I got some hours in at the old job and spent time with the greatest coworkers in the world, I had just over 24 hours jam packed with family for Christmas, and a mellow New Years Eve "camping" at Sombrio. I managed to get out in the water a handful of times or two, and even surf some new places that have become new favourite breaks. 

While on the topic of surfing, I've done this silly thing of entering myself in the Wave Hunt (a fun surf competition at China Beach), which is happening early February. I am really excited and nervous and other emotions associated with such events.
Today was also my first urban surfing sesh at Cadboro Bay, it was great only driving about 10 minutes to get to the beach instead of 2 hours, and being able to change in the warm washrooms was a  luxury. Surfing in windy conditions however is not favourable, visibility is difficult when salt is spraying, or rather piercing, your eyes and wind waves are choppy, unpredictable, and have no power.  Just being in the water and experiencing the elements is brilliant though, and getting a few waves (lefts!) is just a bonus; any day spent in the water is a good one, and I got a hell of a work out paddling against the wind.

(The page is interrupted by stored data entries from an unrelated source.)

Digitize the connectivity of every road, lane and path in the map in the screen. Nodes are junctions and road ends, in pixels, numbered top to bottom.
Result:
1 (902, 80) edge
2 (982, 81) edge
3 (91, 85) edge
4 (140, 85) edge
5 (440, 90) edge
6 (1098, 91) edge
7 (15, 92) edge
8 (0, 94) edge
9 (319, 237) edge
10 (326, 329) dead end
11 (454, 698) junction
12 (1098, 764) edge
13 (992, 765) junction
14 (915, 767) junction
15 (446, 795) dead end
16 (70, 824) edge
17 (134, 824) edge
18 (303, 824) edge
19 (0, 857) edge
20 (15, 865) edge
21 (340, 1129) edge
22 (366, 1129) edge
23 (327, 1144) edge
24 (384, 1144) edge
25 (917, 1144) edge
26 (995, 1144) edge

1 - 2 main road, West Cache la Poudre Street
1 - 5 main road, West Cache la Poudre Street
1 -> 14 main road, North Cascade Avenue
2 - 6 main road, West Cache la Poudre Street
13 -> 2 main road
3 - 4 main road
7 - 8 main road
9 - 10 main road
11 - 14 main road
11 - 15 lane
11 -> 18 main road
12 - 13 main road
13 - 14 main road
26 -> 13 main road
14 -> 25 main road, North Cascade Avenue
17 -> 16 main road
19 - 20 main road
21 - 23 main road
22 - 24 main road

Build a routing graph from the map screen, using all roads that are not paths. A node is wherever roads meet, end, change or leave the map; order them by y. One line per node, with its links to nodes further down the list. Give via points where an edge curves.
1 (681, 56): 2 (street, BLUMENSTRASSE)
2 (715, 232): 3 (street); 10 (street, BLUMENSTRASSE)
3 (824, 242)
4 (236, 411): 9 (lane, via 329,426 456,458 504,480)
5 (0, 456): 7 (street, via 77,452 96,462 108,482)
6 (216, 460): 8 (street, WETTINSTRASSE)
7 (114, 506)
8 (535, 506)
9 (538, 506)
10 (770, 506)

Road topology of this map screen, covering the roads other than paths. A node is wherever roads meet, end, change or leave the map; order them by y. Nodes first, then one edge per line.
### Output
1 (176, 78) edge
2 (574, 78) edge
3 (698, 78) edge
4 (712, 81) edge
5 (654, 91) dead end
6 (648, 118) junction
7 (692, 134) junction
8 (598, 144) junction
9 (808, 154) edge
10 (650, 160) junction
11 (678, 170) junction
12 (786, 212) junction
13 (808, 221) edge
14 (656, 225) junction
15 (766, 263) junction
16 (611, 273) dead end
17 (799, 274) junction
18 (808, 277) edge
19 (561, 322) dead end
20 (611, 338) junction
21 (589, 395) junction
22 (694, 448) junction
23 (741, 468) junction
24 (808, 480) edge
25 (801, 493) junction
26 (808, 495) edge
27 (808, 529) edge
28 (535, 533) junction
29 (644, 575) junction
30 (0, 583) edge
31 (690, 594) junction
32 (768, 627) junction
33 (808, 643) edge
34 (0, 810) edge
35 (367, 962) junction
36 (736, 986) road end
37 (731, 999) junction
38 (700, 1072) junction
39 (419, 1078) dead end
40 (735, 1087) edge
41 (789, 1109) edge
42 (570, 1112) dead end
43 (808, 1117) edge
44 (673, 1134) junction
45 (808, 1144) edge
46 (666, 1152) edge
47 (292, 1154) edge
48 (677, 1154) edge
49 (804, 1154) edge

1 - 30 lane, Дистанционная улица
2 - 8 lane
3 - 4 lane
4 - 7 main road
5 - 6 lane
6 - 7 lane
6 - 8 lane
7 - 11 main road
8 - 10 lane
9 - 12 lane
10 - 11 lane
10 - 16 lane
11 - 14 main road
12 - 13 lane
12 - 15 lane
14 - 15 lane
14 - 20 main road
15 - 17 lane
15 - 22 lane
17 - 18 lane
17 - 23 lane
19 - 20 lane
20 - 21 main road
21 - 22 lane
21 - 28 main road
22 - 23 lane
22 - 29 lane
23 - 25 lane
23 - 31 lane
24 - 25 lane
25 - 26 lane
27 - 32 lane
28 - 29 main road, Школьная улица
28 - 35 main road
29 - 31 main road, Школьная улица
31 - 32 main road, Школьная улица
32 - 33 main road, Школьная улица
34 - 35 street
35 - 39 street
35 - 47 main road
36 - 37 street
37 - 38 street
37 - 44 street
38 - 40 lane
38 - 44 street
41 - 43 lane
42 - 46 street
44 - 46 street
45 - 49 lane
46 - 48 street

Back to catching up though, I never got around to making any new years resolutions except maybe to surf and drink more water, but I think this year will be very busy and exciting. School is a full load again, and Kim and I are back into bootcamp twice a week, and my dance company has started up again and planning for our show in March has already started and I've also been attempting to choreography a solo for it which is proving difficult.
As mentioned before I've got the Wave hunt coming up, and have been pretty involved with the Surfrider Foundation these days and I've started thinking about what to do this summer as co-op jobs are making rethink moving to Tofino. Also I've found a friend who has a unicycle I am going to borrow and attempt to learn to ride, I bucket list item I've had for many years meow (updates on my progress will come). 
As well I recently retrieved my instruments from my old house and can't wait to get my fingers moving and making music again. 
In family news I've been given contact information for relatives on my father's side that could maybe connect me with him, which I am not too sure how I feel about at this particulate moment, so we'll see how that unfolds with time. 
Thinking about everything that's going in my present life and all the things I want to be doing is a bit overwhelming and I'm feeling a little all over the place (if you can't tell) but what is prominent is that time management is going to be really important especially when I want/need to make time for best friends, boyfriends, and surfing!           

 

Monday, December 19, 2011

so quite new

With this thing called "free time" ahead of me in the form of a winter break from school I've come to the realization I no longer have hobbies. School has completely consumed my life to the point that I have forgotten all other interests I once had. 

This concerns me a bit because I feel hobbies are a reflection of my interests, which stem from my values and ideologies that define who I am. When I no longer express myself through such activities I fear I lose a bit of myself, who then do I become but a body, where is my soul? 

I used to knit a lot, read for pleasure, write, and swim. Once upon a time I played music, and went for bike rides, played chess, and went for hikes. Then there are the things I used to want to get into like film and photography, cooking, and learning how to ride a unicycle. My life consists of school, studying, and surfing (which I don't consider a hobby, rather essential to retain sanity). 

There are exciting times ahead for me as I rediscover, and find new activities and interests to engage in, as well as think about all the things I could do with an English major.